Nuremberg Trials - Legacy

Legacy

The Tribunal is celebrated for establishing that "rimes against international law are committed by men, not by abstract entities, and only by punishing individuals who commit such crimes can the provisions of international law be enforced." The creation of the IMT was followed by trials of lesser Nazi officials and the trials of Nazi doctors, who performed experiments on people in prison camps. It served as the model for the International Military Tribunal for the Far East which tried Japanese officials for crimes against peace and against humanity.

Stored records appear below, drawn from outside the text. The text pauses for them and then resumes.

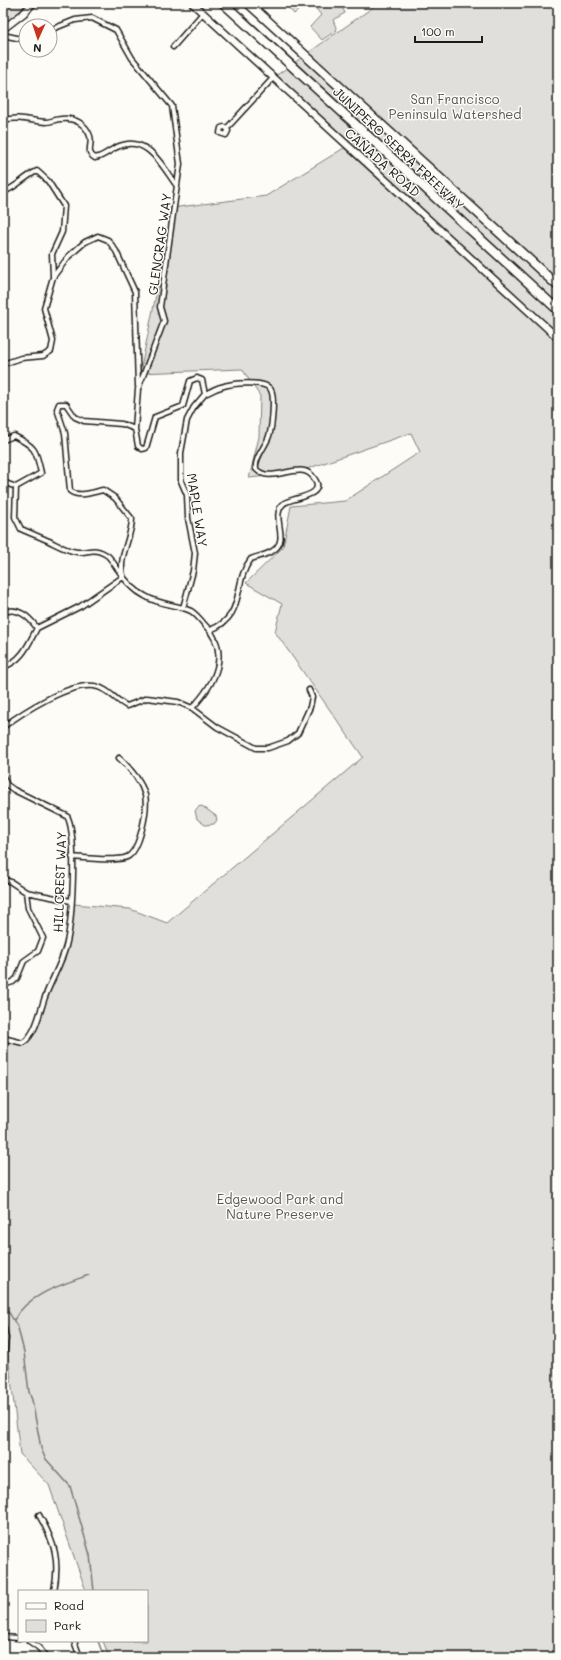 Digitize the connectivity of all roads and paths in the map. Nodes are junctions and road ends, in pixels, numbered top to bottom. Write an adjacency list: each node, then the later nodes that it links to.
1 (33, 3): 7 (main road)
2 (192, 3): 5 (main road, CAÑADA ROAD)
3 (223, 3): 18 (highway, JUNIPERO SERRA FREEWAY)
4 (248, 3): 17 (highway, JUNIPERO SERRA FREEWAY)
5 (203, 13): 10 (street); 11 (main road, CAÑADA ROAD)
6 (58, 27): 14 (street, GLENCRAG WAY)
7 (3, 29)
8 (3, 35): 9 (street)
9 (18, 38)
10 (173, 47)
11 (274, 77): 13 (street); 19 (main road, CAÑADA ROAD)
12 (3, 120): 14 (street)
13 (227, 128)
14 (177, 187): 21 (street, GLENCRAG WAY)
15 (3, 192): 16 (street)
16 (53, 277): 20 (street); 21 (street)
17 (558, 286)
18 (558, 310)
19 (558, 338)
20 (3, 364)
21 (138, 389): 23 (street, GLENCRAG WAY)
22 (205, 394): 23 (street); 28 (street, MAPLE WAY); 31 (street)
23 (135, 429): 27 (street)
24 (3, 440): 26 (street)
25 (3, 482): 26 (street)
26 (16, 487): 27 (street)
27 (123, 577): 28 (street); 30 (street)
28 (183, 608): 31 (street)
29 (3, 613): 30 (street)
30 (37, 628): 32 (street)
31 (210, 630): 34 (street)
32 (3, 667)
33 (309, 690): 34 (street)
34 (192, 708): 35 (street)
35 (3, 727)
36 (119, 758): 38 (street)
37 (3, 778): 38 (street, HILLCREST WAY)
38 (72, 857): 41 (street, HILLCREST WAY)
39 (3, 879): 40 (street)
40 (26, 892): 41 (street); 42 (street)
41 (71, 901): 43 (street, HILLCREST WAY)
42 (3, 985)
43 (3, 1038)
44 (3, 1324): 45 (street)
45 (3, 1368)
46 (39, 1516): 47 (street)
47 (54, 1590)
48 (3, 1637): 49 (street)
49 (18, 1638)
50 (30, 1642): 52 (street)
51 (74, 1642): 53 (street)
52 (46, 1657)
53 (80, 1657)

It also served as the model for the Eichmann trial and for present-day courts at The Hague, for trying crimes committed during the Balkan wars of the early 1990s, and at Arusha, for trying the people responsible for the genocide in Rwanda.

The Nuremberg trials had a great influence on the development of international criminal law. The Conclusions of the Nuremberg trials served as models for:

  • The Genocide Convention, 1948.
  • The Universal Declaration of Human Rights, 1948.
  • The Nuremberg Principles, 1950.
  • The Convention on the Abolition of the Statute of Limitations on War Crimes and Crimes against Humanity, 1968.
  • The Geneva Convention on the Laws and Customs of War, 1949; its supplementary protocols, 1977.

The International Law Commission, acting on the request of the United Nations General Assembly, produced in 1950 the report Principles of International Law Recognized in the Charter of the Nürnberg Tribunal and in the Judgement of the Tribunal (Yearbook of the International Law Commission, 1950, vol. II). See Nuremberg Principles.

The influence of the tribunal can also be seen in the proposals for a permanent international criminal court, and the drafting of international criminal codes, later prepared by the International Law Commission.